Required action:
Among the records below, find each line bearing the word "Mill" and copy it.

Dataset entries:
┄┄┄┄┄┄┄┄┄┄┄┄┄┄┄┄┄┄┄┄
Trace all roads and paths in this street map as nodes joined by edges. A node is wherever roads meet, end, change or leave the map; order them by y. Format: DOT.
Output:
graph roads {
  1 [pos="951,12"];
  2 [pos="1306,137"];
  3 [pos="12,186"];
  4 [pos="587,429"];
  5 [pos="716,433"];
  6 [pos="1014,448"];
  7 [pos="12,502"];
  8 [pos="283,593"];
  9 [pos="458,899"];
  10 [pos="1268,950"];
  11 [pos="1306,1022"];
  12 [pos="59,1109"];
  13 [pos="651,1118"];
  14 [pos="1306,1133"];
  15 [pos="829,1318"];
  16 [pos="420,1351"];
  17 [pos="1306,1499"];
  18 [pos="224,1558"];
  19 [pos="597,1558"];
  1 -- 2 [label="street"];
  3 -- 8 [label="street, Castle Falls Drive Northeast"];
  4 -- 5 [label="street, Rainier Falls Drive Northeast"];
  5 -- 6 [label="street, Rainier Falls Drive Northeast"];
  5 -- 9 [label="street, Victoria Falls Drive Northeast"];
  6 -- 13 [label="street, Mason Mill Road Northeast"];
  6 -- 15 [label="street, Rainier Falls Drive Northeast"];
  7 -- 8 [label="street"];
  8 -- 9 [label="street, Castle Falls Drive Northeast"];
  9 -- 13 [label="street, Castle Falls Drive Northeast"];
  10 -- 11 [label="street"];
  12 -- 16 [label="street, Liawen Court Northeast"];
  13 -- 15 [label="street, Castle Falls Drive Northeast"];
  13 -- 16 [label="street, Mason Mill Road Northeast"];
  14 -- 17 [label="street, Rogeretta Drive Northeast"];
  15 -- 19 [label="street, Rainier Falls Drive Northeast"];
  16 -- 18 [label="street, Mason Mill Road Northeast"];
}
┄┄┄┄┄┄┄┄┄┄┄┄┄┄┄┄┄┄┄┄
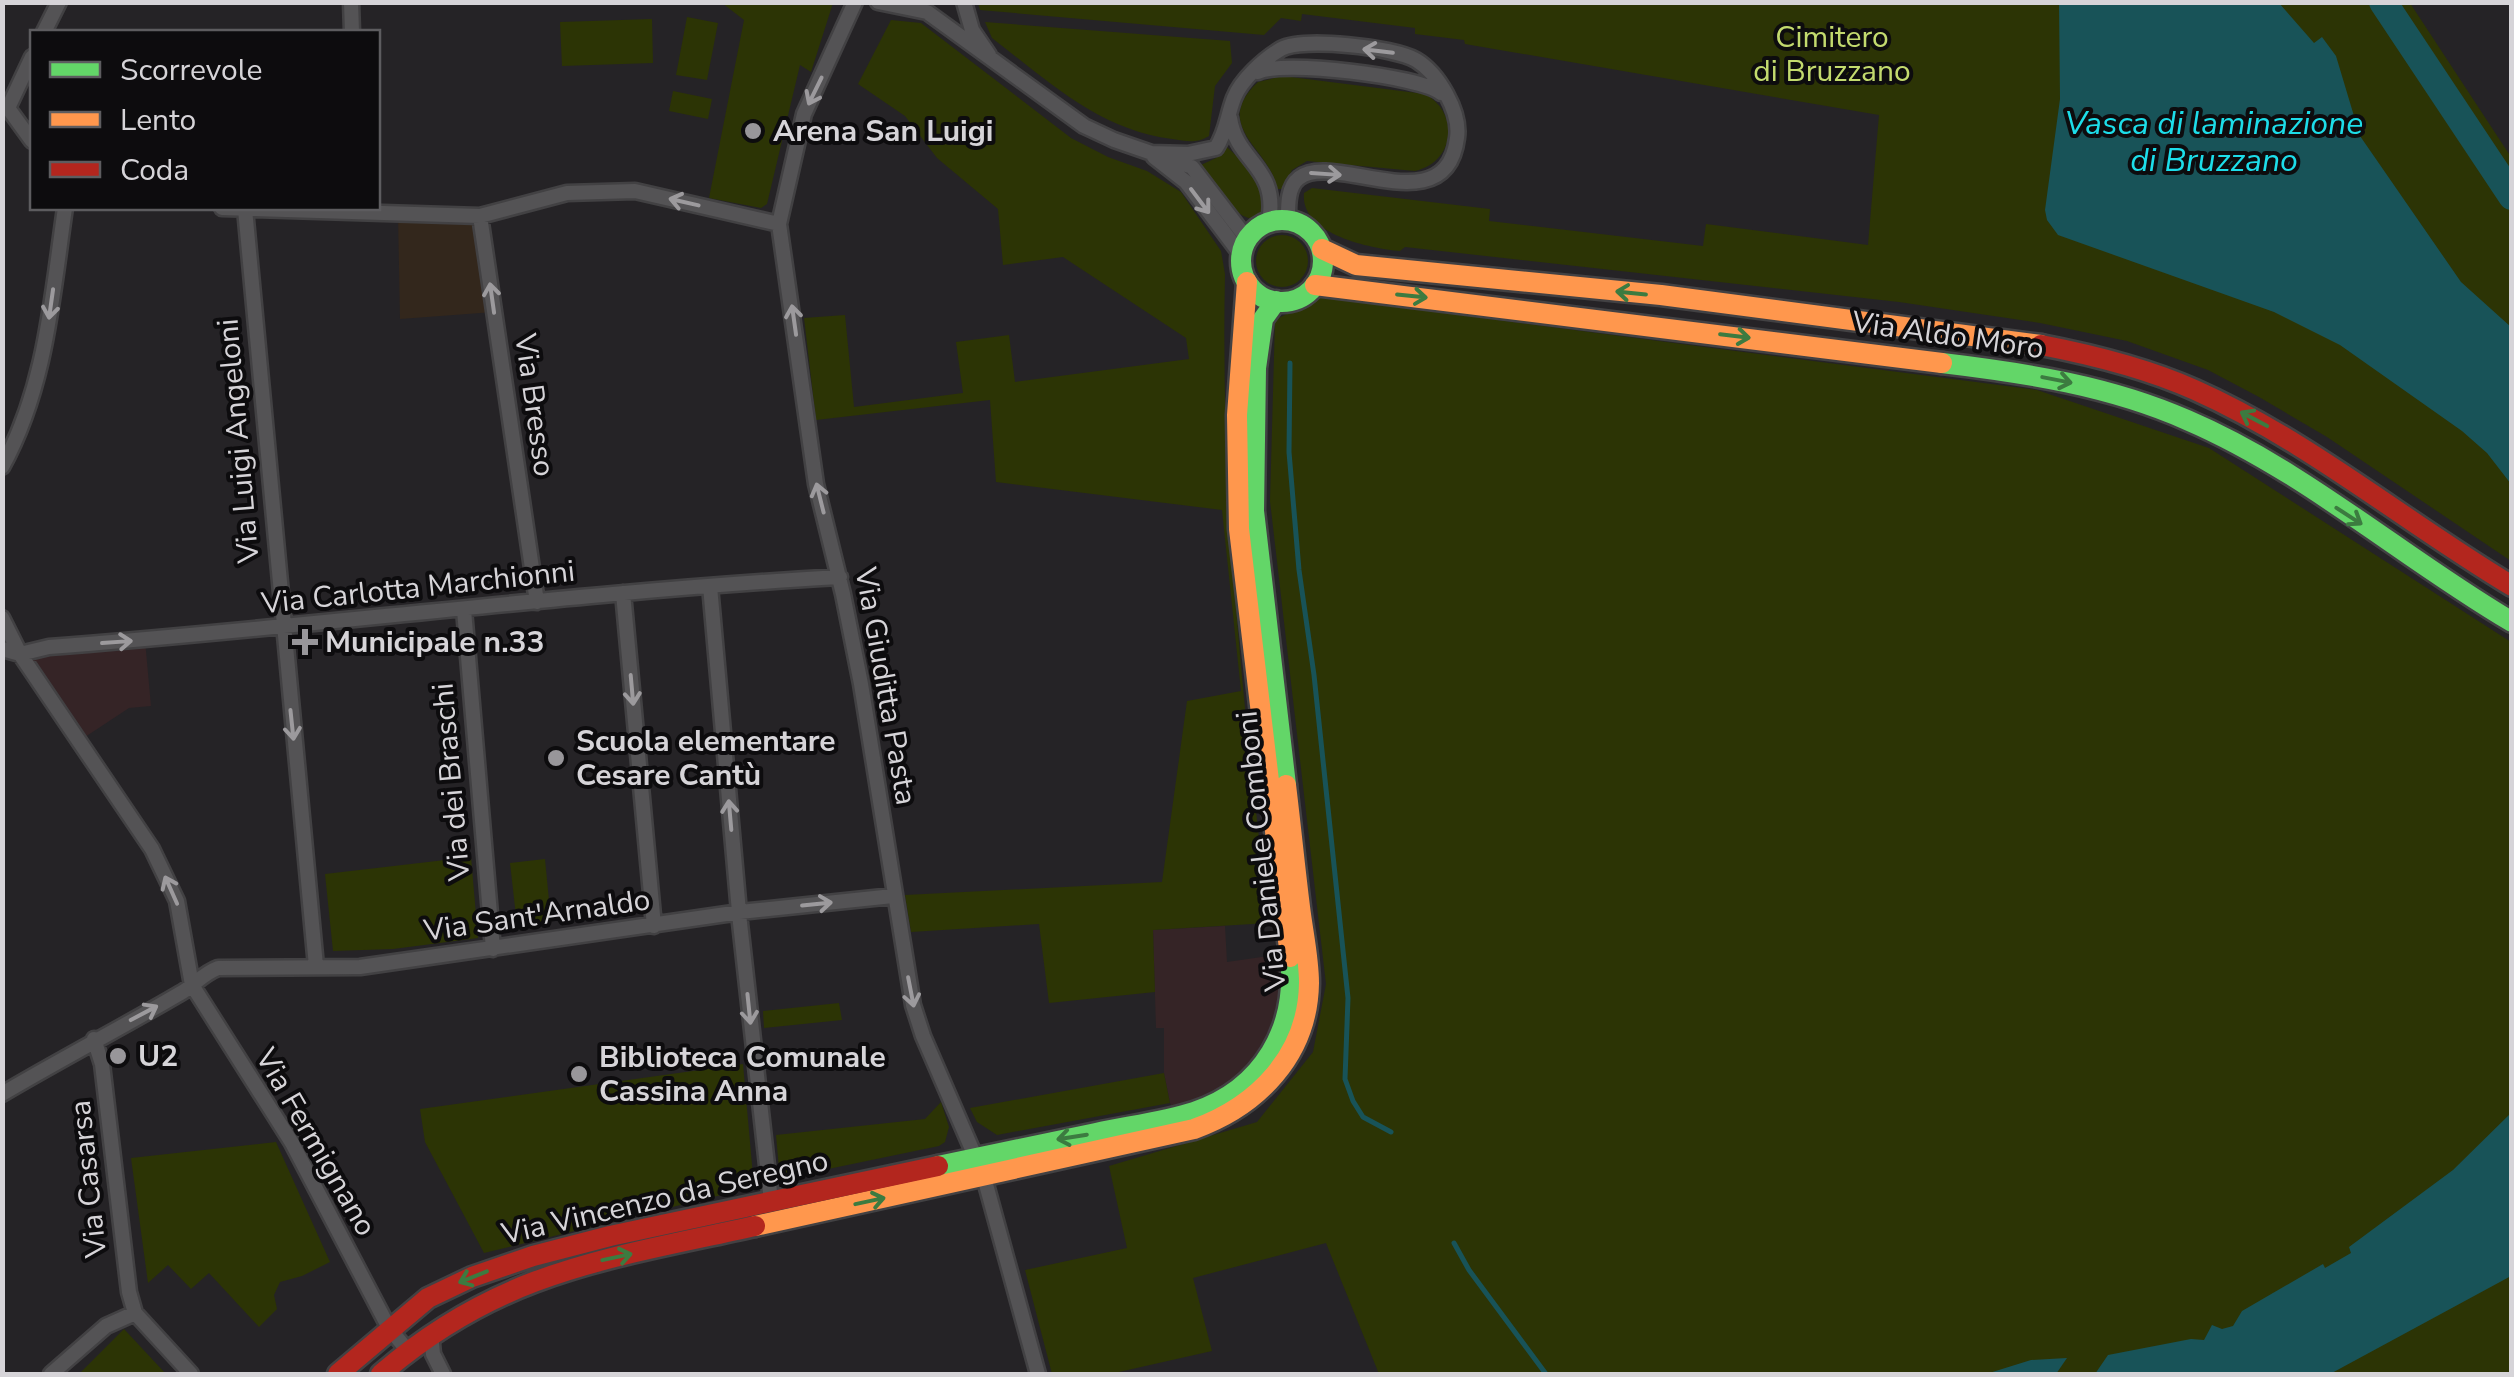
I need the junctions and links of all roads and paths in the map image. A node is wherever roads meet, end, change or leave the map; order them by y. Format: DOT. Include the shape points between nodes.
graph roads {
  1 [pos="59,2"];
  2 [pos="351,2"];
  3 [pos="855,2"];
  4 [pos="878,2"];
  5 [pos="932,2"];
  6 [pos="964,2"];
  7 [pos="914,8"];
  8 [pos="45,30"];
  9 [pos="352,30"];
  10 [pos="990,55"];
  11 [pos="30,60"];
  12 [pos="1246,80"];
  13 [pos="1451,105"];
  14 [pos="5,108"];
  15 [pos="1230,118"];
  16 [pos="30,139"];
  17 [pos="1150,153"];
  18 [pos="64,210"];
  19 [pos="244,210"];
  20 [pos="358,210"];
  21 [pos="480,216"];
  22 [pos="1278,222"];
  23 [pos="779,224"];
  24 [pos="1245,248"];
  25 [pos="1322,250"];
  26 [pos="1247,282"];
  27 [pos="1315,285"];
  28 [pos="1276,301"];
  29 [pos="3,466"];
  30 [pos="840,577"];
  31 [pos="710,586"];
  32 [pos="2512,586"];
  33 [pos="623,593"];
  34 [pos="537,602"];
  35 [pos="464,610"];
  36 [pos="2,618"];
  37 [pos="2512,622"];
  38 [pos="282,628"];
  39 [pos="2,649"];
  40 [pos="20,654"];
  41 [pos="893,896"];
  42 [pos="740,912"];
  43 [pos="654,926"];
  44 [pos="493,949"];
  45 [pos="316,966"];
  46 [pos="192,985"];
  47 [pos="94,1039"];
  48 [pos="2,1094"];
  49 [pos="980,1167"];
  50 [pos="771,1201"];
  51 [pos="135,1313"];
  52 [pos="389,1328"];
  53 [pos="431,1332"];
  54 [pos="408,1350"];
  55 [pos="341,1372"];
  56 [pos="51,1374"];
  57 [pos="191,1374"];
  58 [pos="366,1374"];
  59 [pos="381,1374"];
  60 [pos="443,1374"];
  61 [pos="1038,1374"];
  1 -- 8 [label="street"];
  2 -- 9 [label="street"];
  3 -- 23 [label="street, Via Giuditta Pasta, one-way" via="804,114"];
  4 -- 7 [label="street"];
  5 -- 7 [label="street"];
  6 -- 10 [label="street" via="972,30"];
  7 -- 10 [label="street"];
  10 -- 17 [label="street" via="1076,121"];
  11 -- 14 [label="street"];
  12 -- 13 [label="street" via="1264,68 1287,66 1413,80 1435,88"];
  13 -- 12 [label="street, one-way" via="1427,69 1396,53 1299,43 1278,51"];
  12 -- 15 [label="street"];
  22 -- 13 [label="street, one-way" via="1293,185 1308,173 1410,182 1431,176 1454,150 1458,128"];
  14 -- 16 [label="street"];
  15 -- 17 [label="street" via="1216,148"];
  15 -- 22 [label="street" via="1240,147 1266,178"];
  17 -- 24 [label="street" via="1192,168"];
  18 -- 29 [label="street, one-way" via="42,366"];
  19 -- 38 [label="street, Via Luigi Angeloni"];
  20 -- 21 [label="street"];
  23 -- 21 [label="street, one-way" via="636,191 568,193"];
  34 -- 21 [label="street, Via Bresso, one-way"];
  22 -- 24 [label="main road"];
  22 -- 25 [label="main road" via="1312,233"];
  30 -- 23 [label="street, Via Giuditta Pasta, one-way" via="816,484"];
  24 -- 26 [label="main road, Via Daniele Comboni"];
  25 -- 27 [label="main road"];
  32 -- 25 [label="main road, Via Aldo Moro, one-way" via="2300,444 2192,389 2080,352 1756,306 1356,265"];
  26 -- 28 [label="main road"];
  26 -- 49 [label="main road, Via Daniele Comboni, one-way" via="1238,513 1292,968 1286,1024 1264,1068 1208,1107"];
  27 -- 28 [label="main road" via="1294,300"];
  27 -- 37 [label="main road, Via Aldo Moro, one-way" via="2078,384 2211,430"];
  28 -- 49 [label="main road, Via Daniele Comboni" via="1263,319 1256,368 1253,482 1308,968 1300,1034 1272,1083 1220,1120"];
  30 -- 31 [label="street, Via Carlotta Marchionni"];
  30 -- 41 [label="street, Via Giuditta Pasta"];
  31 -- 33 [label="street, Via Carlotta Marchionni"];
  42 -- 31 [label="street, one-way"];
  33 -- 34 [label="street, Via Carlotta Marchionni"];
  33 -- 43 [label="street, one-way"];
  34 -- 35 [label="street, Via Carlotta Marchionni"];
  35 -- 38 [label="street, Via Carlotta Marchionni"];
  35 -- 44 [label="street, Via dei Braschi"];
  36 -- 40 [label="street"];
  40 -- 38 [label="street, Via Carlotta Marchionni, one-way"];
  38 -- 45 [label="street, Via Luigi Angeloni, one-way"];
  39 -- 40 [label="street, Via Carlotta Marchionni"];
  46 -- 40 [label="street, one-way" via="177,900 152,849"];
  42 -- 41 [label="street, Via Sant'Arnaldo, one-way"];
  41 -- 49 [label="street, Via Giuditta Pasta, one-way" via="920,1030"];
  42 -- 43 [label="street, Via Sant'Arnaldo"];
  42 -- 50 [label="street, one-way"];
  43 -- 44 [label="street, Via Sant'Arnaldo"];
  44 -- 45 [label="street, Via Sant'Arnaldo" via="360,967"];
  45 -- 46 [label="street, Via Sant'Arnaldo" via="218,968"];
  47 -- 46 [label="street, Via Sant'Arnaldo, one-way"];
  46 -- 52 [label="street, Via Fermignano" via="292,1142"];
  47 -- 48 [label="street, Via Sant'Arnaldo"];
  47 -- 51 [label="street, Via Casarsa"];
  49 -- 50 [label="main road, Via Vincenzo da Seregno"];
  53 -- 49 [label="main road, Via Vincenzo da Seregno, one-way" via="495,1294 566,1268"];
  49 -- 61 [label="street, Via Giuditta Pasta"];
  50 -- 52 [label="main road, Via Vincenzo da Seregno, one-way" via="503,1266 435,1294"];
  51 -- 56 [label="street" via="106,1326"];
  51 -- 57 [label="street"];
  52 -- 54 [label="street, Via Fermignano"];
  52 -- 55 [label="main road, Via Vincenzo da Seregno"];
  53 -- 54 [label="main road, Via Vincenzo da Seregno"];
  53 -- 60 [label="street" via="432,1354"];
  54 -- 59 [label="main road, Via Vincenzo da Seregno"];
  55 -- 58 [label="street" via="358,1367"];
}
┄┄┄┄┄┄┄┄┄┄┄┄┄┄┄┄┄┄┄┄
Result of the exercise:
  6 -- 13 [label="street, Mason Mill Road Northeast"];
  13 -- 16 [label="street, Mason Mill Road Northeast"];
  16 -- 18 [label="street, Mason Mill Road Northeast"];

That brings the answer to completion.